19 Comments

  1. … accepting all friend requests, even from people with long and hard-to-pronounce names.
    … becoming a rap [laughing too hard to finish the sentence]
    … talking Marvel into making him into a comic book (should be easy since he is already a joke).

  2. A desperate Joe Biden is trying to boost his chances in 2016 by

    saying all the time, “Who is this Obama person of which you speak? Never heard of him before.”

    switching to the more conservative Green Party.

    an extra hour a day in the tanning booth.

  3. A desperate Joe Biden is trying to boost his chances in 2016 by…

    … having Zippy sign an Executive Order restricting voting rights to people with IQs under 50.

    … appearing at campaign events with Matt LeBlanc, to highlight his campaign slogan Ready For Joey.

  4. . . . repeating every morning, “I’m good enough, I’m smart enough, and doggone it, people like me.” (Hey, it worked for Al Franken!)

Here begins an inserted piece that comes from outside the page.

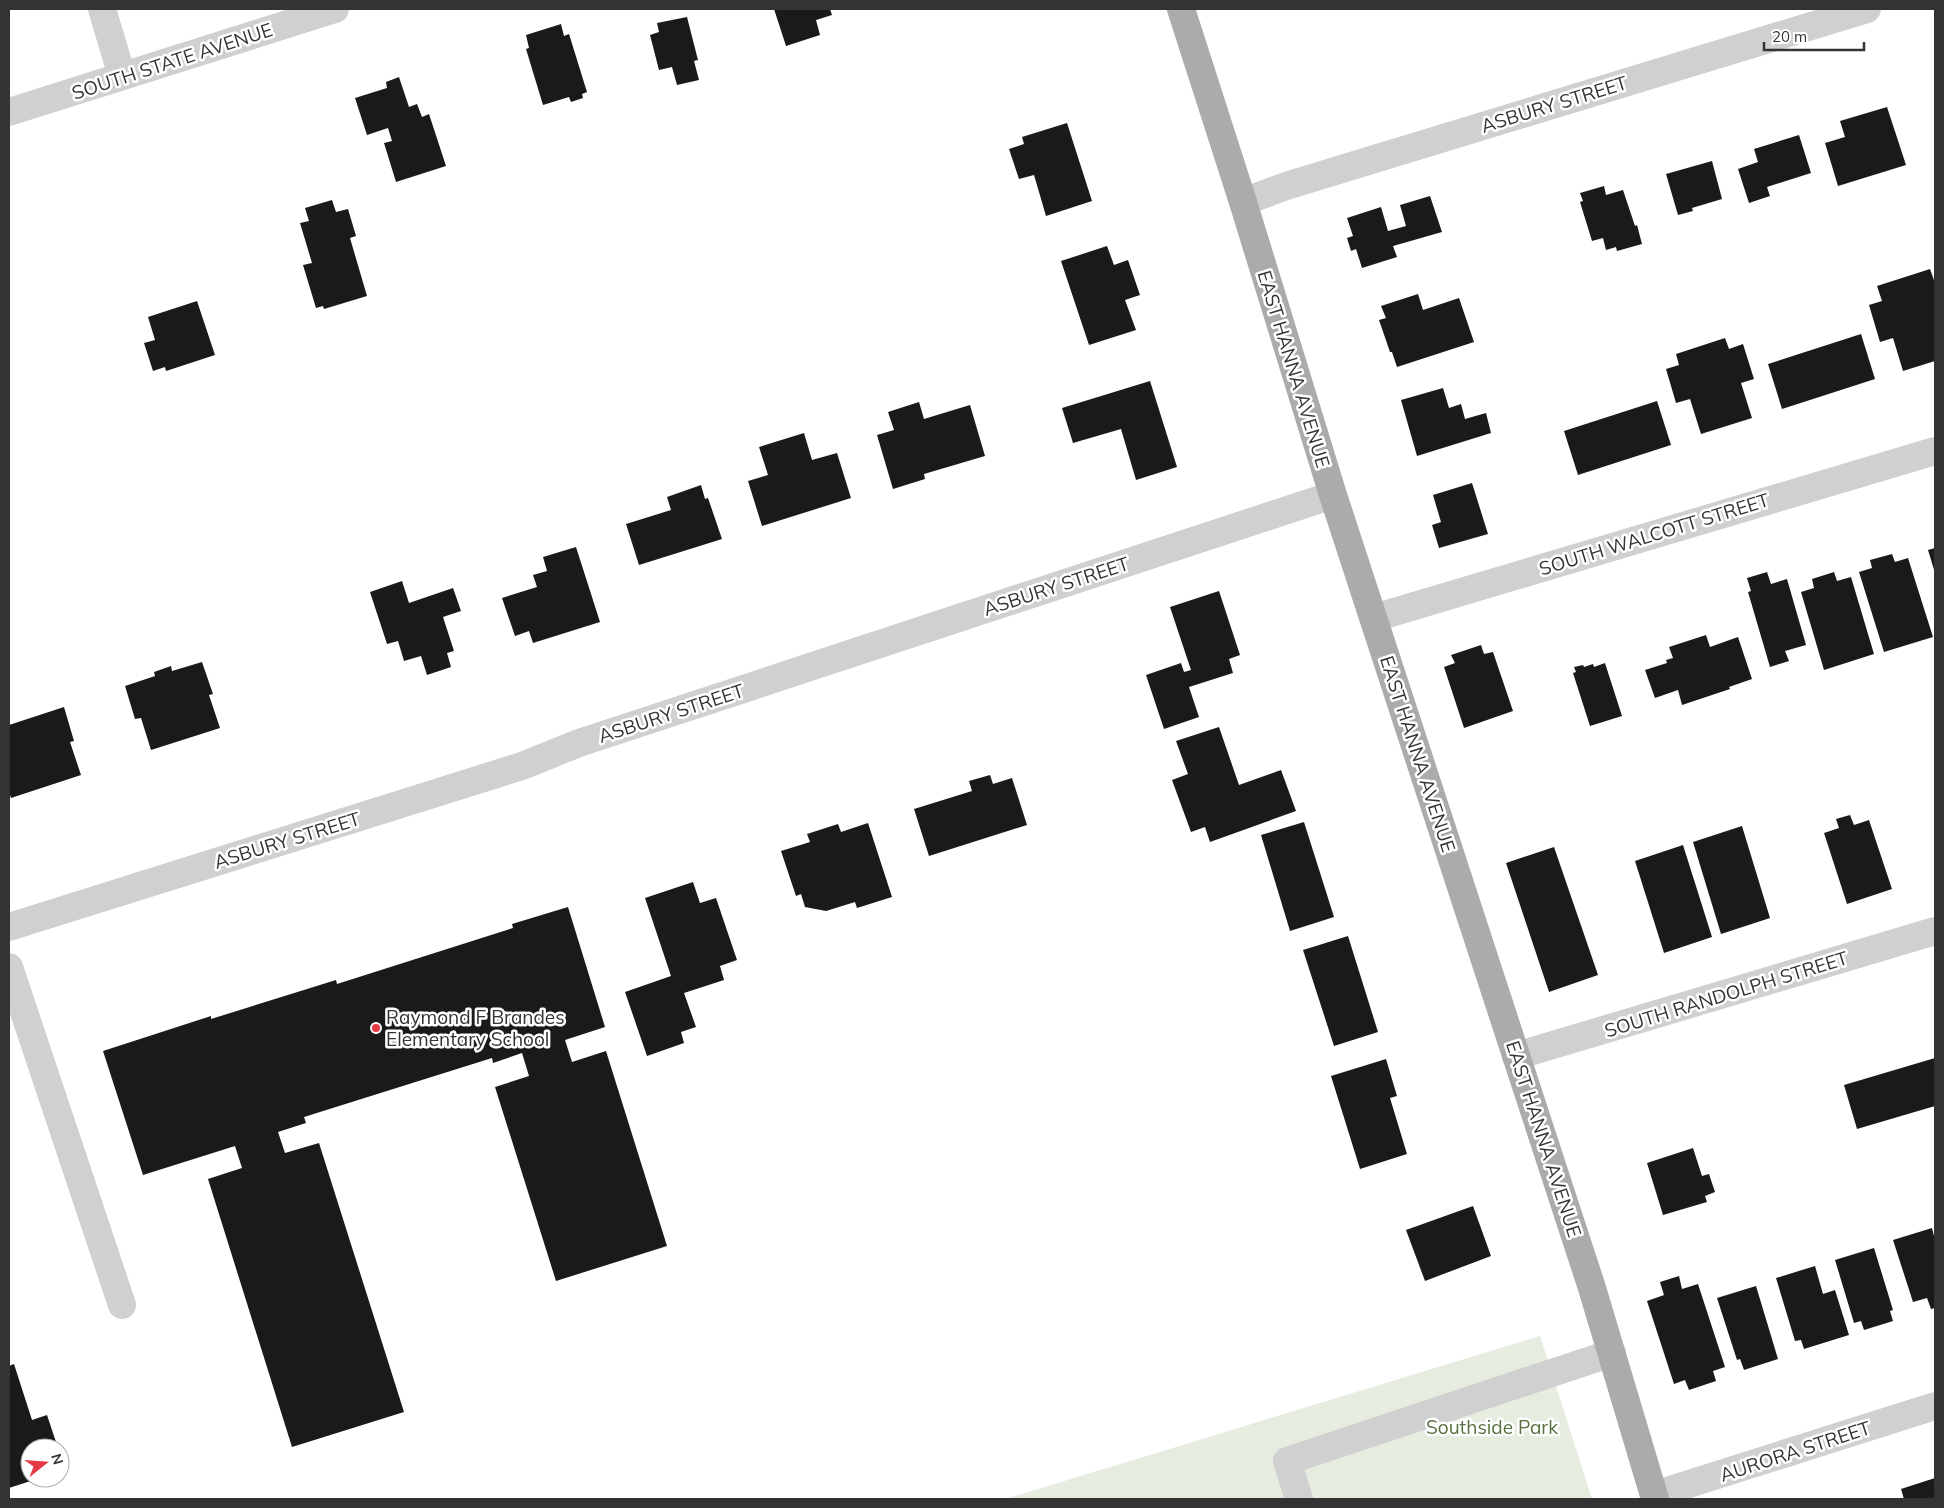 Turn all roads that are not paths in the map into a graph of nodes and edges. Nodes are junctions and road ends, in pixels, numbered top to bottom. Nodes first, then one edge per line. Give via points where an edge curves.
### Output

    . . . buying lottery tickets (which, he’s convinced, are used to determine the results of presidential elections)

    . . . using the campaign slogan “Never been indicted!”

  5. …hanging everyone named Chad.

    …having Obozo issue an Executive Border around Hillary’s mouth, cuz nothing will cross that.

    …having the slogan Time To Pull The Plugs On This Admininistration bandied around soup kitchens and welfare offices.

    …reminding small government proponents that he is too stupid to think of more ways to make it bigger.

  6. …aligning himself with the “strong horse” by changing his name to Habib and requiring his female Secret Service agents to wear the hijab.

    …culling his rolodex of all references to people and places that no longer exist, to show that he’s “with it” and up on things.

    …holding a series of “beer summits” to connect with the “common folk”.